*Problem requirements*.
Set down, in full, every record in the block.

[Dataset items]
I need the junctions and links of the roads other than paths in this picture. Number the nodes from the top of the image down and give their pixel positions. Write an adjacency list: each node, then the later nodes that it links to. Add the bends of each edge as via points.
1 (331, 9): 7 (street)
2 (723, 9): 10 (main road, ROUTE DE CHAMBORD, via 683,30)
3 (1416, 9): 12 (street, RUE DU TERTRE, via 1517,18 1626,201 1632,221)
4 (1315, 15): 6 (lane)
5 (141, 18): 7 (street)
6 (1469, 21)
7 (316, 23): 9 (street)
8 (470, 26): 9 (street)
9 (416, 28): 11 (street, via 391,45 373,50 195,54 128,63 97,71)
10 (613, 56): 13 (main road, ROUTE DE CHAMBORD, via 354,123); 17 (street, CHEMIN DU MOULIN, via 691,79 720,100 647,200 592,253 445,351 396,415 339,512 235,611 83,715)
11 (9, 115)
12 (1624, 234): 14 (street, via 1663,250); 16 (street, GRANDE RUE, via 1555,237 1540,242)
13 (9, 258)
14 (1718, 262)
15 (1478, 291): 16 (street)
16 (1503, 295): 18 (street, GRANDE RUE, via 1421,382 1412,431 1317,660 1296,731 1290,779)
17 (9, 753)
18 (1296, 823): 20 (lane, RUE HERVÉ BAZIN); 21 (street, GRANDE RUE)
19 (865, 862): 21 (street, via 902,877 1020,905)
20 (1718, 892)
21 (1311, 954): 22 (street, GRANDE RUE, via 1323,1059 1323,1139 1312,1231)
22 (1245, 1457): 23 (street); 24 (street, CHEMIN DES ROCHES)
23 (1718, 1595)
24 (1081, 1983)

*Answer below*.
I need the junctions and links of the roads other than paths in this picture. Number the nodes from the top of the image down and give their pixel positions. Write an adjacency list: each node, then the later nodes that it links to. Add the bends of each edge as via points.
1 (331, 9): 7 (street)
2 (723, 9): 10 (main road, ROUTE DE CHAMBORD, via 683,30)
3 (1416, 9): 12 (street, RUE DU TERTRE, via 1517,18 1626,201 1632,221)
4 (1315, 15): 6 (lane)
5 (141, 18): 7 (street)
6 (1469, 21)
7 (316, 23): 9 (street)
8 (470, 26): 9 (street)
9 (416, 28): 11 (street, via 391,45 373,50 195,54 128,63 97,71)
10 (613, 56): 13 (main road, ROUTE DE CHAMBORD, via 354,123); 17 (street, CHEMIN DU MOULIN, via 691,79 720,100 647,200 592,253 445,351 396,415 339,512 235,611 83,715)
11 (9, 115)
12 (1624, 234): 14 (street, via 1663,250); 16 (street, GRANDE RUE, via 1555,237 1540,242)
13 (9, 258)
14 (1718, 262)
15 (1478, 291): 16 (street)
16 (1503, 295): 18 (street, GRANDE RUE, via 1421,382 1412,431 1317,660 1296,731 1290,779)
17 (9, 753)
18 (1296, 823): 20 (lane, RUE HERVÉ BAZIN); 21 (street, GRANDE RUE)
19 (865, 862): 21 (street, via 902,877 1020,905)
20 (1718, 892)
21 (1311, 954): 22 (street, GRANDE RUE, via 1323,1059 1323,1139 1312,1231)
22 (1245, 1457): 23 (street); 24 (street, CHEMIN DES ROCHES)
23 (1718, 1595)
24 (1081, 1983)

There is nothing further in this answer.